(Listed entries)
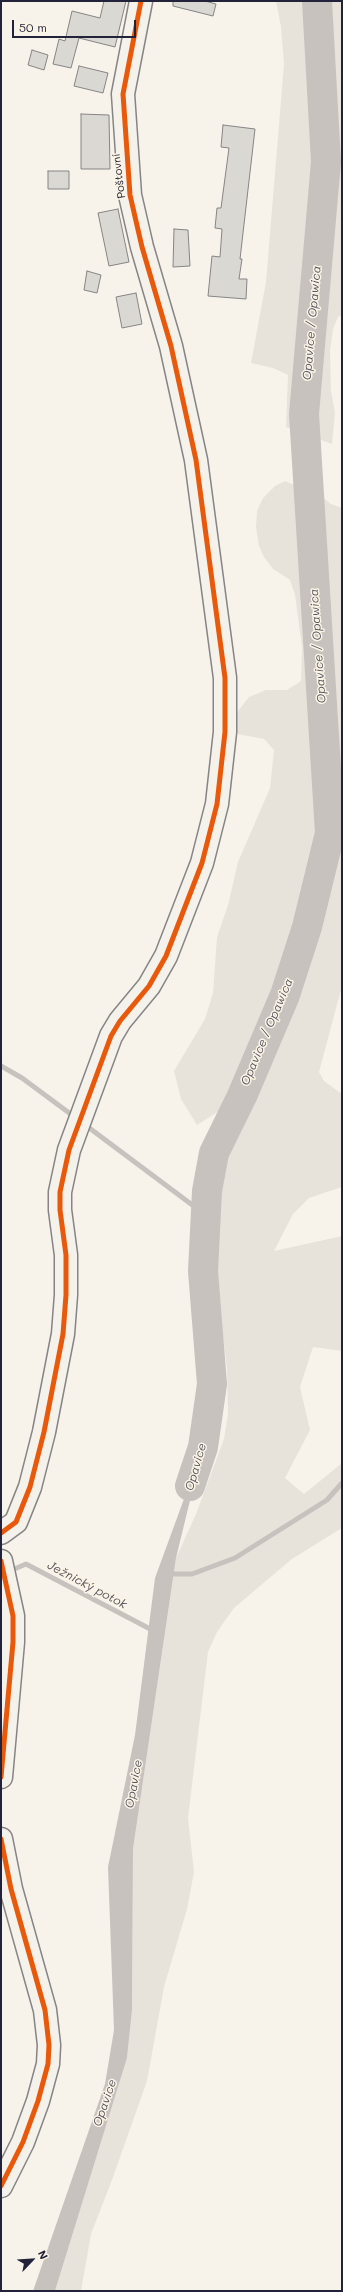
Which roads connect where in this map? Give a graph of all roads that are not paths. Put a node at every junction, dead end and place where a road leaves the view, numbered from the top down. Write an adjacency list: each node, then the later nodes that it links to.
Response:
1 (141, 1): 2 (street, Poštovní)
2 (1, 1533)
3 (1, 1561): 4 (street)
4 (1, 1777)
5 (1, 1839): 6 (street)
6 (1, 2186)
(End Listed entries)
§ Task objective:
The copy you produce must match the entries above exactly, except that it has no pictures.

§ Answer to this exercise:
Which roads connect where in this map? Give a graph of all roads that are not paths. Put a node at every junction, dead end and place where a road leaves the view, numbered from the top down. Write an adjacency list: each node, then the later nodes that it links to.
Response:
1 (141, 1): 2 (street, Poštovní)
2 (1, 1533)
3 (1, 1561): 4 (street)
4 (1, 1777)
5 (1, 1839): 6 (street)
6 (1, 2186)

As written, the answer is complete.